Dataset entries:
▼▼▼

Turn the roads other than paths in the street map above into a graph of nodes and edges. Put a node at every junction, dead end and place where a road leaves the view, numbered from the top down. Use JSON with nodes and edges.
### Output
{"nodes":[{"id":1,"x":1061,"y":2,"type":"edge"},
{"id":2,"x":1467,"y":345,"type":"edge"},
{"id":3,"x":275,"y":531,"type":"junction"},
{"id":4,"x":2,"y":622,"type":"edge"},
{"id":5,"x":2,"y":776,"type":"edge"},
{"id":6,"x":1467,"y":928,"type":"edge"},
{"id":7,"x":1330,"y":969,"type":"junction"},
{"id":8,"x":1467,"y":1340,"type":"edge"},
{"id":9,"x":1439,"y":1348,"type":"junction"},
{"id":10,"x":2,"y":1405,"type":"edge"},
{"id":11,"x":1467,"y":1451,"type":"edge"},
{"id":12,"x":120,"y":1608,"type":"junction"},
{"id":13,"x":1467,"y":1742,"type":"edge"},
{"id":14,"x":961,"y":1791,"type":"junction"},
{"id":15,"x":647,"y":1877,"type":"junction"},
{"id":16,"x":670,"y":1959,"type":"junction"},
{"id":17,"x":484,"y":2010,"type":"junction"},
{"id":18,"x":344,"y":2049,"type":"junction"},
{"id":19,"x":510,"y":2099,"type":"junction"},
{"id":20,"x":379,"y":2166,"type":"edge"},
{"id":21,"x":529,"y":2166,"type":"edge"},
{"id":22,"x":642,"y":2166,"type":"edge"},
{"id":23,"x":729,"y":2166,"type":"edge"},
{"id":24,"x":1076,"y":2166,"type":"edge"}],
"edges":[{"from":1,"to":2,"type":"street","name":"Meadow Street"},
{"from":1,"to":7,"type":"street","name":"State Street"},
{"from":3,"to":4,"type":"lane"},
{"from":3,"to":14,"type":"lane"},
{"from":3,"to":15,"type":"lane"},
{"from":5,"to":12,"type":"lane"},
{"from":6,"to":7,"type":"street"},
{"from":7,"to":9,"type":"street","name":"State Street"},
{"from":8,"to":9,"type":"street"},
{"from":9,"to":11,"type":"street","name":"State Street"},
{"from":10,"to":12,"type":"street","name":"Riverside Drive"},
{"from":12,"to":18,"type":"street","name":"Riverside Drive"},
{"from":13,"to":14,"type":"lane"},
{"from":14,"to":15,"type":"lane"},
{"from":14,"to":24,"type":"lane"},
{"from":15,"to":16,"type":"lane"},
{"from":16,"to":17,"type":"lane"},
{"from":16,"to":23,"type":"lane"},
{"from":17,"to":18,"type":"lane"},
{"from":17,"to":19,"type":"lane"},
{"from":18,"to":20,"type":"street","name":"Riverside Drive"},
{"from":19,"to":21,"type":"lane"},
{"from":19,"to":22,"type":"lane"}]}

▲▲▲

TASK GOAL ->
Note every line above where the string "Riverside" shows up, and copy those lines.

YOUR RESPONSE ->
{"from":10,"to":12,"type":"street","name":"Riverside Drive"},
{"from":12,"to":18,"type":"street","name":"Riverside Drive"},
{"from":18,"to":20,"type":"street","name":"Riverside Drive"},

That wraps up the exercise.